● **Your objective**
Print each line exactly, beginning with the one where "thumb mcp: (1023, 991)" appears and ending at the last line below.

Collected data
◇ ◇ ◇ ◇ ◇

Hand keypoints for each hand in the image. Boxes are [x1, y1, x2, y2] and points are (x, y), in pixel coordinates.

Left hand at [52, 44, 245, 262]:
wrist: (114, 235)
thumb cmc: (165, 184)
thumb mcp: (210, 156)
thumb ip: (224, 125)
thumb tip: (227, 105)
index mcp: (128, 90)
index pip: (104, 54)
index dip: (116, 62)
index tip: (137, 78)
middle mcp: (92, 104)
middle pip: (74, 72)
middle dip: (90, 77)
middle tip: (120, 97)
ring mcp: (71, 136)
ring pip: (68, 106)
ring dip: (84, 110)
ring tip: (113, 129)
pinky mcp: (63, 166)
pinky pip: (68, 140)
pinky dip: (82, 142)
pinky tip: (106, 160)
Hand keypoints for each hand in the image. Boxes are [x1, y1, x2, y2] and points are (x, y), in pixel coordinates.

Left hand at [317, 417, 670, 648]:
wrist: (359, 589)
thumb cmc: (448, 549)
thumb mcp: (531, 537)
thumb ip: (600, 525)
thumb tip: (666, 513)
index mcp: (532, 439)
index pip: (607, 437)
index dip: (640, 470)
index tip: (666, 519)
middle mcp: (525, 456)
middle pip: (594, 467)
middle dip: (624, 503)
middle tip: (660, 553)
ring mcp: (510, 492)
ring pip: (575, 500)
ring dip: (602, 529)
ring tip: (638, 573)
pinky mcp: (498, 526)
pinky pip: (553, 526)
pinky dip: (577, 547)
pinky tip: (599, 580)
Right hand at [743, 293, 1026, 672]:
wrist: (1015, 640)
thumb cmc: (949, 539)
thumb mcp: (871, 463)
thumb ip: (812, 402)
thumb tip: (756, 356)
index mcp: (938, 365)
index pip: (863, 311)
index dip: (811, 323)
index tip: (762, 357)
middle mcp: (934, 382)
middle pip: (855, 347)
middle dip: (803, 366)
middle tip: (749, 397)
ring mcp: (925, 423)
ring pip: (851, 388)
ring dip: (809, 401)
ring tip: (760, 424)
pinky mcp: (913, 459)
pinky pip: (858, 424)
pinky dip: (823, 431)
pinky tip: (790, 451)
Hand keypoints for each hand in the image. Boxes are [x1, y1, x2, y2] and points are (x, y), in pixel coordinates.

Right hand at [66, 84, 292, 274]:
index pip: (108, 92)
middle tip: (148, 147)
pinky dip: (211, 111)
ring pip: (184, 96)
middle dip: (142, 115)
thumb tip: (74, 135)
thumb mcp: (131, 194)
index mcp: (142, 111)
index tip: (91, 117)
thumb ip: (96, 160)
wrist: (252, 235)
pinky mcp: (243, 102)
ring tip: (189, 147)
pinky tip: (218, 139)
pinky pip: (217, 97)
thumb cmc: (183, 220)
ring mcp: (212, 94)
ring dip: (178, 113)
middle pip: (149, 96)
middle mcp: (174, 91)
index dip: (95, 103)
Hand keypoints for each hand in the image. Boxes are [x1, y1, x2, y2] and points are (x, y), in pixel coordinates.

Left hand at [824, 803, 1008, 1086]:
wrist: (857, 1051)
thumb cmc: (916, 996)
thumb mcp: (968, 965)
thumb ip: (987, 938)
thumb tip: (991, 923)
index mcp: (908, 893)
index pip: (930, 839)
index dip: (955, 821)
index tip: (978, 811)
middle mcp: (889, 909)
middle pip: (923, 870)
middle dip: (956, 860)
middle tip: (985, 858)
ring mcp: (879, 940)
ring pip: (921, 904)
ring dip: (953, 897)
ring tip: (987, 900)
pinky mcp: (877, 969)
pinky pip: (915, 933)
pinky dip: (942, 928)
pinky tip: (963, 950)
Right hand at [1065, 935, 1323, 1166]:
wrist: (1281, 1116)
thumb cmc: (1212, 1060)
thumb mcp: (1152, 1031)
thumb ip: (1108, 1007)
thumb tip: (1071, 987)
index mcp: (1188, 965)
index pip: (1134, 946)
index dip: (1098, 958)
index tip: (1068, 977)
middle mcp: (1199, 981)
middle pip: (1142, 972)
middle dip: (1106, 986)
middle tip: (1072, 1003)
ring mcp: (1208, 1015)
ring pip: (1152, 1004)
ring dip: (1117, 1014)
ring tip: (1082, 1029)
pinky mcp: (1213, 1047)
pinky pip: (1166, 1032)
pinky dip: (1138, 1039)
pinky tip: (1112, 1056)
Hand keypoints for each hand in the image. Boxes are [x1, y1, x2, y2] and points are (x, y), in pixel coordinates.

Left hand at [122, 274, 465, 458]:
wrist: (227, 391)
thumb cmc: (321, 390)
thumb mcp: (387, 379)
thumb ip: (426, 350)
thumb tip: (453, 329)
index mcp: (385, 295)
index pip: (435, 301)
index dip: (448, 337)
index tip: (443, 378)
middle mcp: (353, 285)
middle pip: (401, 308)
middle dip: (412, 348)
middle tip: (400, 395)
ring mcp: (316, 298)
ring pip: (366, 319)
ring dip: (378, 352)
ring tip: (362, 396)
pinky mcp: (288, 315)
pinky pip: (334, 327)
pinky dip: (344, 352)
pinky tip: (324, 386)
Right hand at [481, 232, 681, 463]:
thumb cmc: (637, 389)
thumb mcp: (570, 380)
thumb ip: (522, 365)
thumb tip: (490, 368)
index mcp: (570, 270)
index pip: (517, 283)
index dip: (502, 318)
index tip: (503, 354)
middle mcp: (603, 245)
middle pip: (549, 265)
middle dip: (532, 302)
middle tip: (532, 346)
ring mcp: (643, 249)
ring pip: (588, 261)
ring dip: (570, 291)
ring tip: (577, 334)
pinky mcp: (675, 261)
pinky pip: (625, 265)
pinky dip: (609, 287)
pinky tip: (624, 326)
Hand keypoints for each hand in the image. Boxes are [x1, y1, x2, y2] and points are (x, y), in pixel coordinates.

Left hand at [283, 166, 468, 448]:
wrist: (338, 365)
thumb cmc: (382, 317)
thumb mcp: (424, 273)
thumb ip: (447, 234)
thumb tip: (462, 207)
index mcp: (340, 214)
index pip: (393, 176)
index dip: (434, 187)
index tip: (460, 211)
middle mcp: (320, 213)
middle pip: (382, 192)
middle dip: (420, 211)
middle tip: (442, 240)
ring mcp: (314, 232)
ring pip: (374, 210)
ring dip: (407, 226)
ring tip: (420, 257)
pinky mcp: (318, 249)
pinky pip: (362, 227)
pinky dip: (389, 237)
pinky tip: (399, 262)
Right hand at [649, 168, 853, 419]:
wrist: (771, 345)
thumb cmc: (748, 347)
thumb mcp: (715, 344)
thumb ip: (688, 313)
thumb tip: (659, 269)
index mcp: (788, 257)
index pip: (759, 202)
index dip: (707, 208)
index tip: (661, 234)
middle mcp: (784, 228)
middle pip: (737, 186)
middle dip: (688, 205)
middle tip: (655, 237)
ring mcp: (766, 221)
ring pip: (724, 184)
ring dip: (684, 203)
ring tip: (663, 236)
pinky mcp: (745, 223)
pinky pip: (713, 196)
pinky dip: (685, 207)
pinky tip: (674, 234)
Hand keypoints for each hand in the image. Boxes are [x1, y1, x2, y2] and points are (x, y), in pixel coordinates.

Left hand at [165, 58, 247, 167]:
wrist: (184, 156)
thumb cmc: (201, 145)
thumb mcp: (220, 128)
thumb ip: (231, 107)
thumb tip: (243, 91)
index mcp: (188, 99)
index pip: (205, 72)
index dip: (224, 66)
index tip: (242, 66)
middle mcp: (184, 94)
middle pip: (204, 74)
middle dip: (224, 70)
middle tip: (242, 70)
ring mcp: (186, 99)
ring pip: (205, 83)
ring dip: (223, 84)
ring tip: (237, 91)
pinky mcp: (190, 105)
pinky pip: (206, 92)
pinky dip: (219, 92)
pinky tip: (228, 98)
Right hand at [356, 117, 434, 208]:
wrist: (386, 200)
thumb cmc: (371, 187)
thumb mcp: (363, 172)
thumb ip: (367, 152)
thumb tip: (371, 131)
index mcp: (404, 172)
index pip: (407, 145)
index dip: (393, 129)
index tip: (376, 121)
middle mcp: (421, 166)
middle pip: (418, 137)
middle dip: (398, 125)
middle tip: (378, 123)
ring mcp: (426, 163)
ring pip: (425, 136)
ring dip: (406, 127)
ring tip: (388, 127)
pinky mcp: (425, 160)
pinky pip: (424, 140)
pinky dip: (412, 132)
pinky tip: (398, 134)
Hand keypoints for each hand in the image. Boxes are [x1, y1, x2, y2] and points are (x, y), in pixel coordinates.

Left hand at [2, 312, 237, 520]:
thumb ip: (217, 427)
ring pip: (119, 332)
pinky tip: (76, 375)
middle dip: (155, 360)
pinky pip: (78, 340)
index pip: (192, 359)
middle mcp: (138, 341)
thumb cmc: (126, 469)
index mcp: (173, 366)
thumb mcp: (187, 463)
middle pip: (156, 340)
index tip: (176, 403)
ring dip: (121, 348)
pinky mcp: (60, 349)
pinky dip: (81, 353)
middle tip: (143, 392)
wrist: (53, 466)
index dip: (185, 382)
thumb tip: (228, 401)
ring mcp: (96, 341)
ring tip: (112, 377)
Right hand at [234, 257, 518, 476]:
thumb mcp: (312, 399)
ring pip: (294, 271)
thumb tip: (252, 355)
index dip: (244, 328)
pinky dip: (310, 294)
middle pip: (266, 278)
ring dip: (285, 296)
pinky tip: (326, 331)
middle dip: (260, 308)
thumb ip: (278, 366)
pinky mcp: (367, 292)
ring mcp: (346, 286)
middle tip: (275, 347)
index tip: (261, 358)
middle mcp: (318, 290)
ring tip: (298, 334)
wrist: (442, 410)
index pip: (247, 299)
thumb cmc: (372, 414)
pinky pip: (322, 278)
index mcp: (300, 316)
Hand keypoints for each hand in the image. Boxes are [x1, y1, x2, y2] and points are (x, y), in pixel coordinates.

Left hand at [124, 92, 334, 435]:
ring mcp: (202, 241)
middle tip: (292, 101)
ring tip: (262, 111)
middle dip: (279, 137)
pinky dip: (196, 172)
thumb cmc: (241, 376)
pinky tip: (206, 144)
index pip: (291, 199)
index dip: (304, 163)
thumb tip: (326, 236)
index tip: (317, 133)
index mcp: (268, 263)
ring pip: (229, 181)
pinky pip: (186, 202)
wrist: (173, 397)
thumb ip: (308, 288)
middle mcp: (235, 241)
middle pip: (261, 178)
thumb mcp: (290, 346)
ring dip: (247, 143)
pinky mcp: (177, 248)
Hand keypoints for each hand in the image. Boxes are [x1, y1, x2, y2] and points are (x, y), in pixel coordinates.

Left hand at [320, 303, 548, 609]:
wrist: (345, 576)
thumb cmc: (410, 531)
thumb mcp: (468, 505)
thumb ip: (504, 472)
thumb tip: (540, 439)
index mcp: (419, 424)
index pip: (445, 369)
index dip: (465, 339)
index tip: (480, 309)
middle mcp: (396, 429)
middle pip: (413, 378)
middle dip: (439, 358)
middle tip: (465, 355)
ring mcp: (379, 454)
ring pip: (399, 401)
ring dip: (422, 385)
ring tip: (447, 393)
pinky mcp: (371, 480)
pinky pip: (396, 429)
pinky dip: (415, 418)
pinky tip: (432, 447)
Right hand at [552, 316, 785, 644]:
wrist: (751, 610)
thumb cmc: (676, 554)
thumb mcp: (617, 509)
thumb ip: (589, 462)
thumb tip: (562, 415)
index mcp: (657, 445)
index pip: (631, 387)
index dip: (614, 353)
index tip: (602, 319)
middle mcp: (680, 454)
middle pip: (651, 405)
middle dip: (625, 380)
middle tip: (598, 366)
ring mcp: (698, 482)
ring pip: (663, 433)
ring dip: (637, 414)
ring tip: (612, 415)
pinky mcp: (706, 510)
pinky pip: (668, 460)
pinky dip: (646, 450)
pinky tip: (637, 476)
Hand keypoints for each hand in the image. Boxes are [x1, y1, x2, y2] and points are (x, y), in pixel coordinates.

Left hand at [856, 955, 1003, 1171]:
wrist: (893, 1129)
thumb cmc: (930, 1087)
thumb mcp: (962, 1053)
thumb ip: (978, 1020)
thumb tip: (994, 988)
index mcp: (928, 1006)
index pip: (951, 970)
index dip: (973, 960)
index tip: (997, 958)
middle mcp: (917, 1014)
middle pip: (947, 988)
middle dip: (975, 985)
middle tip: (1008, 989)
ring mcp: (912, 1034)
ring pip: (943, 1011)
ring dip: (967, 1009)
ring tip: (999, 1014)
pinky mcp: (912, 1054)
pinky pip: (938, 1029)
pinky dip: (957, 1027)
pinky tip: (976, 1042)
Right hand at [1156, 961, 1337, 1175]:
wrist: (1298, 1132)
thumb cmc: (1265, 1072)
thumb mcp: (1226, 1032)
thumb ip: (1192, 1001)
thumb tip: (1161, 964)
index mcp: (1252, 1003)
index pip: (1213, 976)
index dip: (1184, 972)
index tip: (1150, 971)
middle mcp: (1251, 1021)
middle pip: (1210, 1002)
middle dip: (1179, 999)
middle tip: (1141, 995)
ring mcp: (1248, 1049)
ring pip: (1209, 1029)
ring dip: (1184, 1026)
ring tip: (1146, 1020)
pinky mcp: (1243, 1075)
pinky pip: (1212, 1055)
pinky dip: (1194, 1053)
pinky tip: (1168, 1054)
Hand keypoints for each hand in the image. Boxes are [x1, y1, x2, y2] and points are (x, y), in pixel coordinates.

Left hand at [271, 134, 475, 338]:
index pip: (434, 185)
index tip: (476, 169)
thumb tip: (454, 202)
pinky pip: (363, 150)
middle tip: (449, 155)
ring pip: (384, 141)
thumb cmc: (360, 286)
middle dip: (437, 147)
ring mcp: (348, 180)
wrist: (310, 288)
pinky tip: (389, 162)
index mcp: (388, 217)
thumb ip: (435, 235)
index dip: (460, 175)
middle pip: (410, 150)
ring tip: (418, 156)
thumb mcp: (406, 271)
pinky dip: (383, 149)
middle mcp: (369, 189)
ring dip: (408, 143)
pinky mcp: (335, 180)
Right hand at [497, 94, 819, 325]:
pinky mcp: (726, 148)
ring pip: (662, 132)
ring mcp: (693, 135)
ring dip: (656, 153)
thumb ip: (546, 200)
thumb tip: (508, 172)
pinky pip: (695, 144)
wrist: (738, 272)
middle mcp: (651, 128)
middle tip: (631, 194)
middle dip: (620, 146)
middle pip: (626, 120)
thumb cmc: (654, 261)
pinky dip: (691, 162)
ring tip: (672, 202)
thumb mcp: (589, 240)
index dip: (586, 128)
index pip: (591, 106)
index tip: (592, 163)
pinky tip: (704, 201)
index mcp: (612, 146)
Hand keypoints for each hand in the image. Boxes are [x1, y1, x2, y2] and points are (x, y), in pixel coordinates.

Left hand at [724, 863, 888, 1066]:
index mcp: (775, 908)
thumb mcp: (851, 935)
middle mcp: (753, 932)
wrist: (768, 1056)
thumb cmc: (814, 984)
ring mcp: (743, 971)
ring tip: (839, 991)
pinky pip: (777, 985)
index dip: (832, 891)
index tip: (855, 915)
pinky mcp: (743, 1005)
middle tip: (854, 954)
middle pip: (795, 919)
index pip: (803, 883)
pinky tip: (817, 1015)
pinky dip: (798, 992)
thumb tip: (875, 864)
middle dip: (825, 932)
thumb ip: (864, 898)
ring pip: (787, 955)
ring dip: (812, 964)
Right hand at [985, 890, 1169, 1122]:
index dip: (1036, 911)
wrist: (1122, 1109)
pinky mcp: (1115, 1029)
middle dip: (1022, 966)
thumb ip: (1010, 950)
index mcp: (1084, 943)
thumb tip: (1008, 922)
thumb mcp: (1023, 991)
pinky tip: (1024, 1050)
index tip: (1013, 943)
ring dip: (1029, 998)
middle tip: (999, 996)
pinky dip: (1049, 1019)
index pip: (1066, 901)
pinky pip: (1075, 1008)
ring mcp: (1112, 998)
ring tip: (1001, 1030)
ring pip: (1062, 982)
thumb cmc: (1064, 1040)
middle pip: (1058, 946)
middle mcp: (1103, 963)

◇ ◇ ◇ ◇ ◇

● **Response**
thumb mcp: (1023, 991)
pinky tip: (1024, 1050)
index tip: (1013, 943)
ring dip: (1029, 998)
middle tip: (999, 996)
pinky dip: (1049, 1019)
index pip: (1066, 901)
pinky pip: (1075, 1008)
ring mcp: (1112, 998)
ring tip: (1001, 1030)
ring pip: (1062, 982)
thumb cmc: (1064, 1040)
middle pip: (1058, 946)
middle mcp: (1103, 963)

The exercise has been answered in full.